Daniel Tolhurst (University of Edinburgh, Roslin Institute) explained how to accurately model observable and predictable genotype by environment interactions for the use in plant breeding.

From Daniel:
This research introduces a new genomic selection approach which directly integrates environmental covariates within a special factor analytic framework. The factor analytic approach of Smith et al. (2001) is an effective method of analysis for multi-environment plant breeding datasets, but has limited biological interpretation since the underlying factors are unknown so the modelled genotype by environment interaction (GEI) is observable, rather than predictable. The advantage of using regressions on known environmental covariates, such as soil moisture and daily temperature, is that the modelled GEI becomes directly interpretable, and thence predictable. The approach developed in this research exploits the desirable features of both classes of model, and includes a predictive model for GEI using a joint set of known and unknown factors. This enables factor analytic models to be utilised for forward prediction into future growing environments, and thence provides global plant breeding programmes with an effective framework to improve genetic gain amid climate change.
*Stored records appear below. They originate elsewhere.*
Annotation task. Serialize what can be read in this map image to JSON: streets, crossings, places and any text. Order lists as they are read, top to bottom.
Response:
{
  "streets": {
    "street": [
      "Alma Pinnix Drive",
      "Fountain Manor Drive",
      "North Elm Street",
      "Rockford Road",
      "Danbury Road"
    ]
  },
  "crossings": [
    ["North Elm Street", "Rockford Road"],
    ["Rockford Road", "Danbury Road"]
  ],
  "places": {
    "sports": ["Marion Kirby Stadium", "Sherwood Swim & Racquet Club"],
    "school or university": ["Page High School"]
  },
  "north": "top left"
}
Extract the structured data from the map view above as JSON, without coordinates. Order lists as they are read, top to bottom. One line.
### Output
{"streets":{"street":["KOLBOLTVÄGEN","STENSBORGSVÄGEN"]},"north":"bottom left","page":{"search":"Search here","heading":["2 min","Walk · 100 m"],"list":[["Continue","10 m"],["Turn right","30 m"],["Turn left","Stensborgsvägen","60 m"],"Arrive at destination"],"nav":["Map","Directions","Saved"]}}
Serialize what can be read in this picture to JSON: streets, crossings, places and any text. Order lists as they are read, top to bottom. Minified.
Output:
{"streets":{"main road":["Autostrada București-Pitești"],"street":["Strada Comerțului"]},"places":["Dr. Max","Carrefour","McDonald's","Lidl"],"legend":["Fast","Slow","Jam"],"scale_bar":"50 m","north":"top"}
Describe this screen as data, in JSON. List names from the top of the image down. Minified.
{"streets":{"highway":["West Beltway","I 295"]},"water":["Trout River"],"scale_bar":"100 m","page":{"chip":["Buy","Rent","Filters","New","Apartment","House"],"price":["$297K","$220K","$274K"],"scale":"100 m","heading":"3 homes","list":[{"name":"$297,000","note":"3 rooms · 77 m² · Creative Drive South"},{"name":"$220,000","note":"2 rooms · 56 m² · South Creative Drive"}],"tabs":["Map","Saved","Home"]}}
The new factor analytic approach is demonstrated on a late-stage cotton breeding dataset from Bayer Crop Science.
The known factors (environmental covariates) explain 34.6% of the genetic variance across cotton growing environments in USA, which represents 92.7% of the crossover GEI. The unknown factors then explain 40.7% of the genetic variance, which represents 87.6% of the non-crossover GEI. 
Efficient selection of candidate genotypes is demonstrated using a recent set of factor analytic selection tools which involve measures of overall (mean line) performance and stability across observed and future environments.
The new approach improves the prediction accuracy of overall performance based on future environments by 80% compared to a traditional random regression.
The results demonstrate the ability of the new approach to accurately model observable and predictable GEI in a manner that is both informative and practical to plant breeding.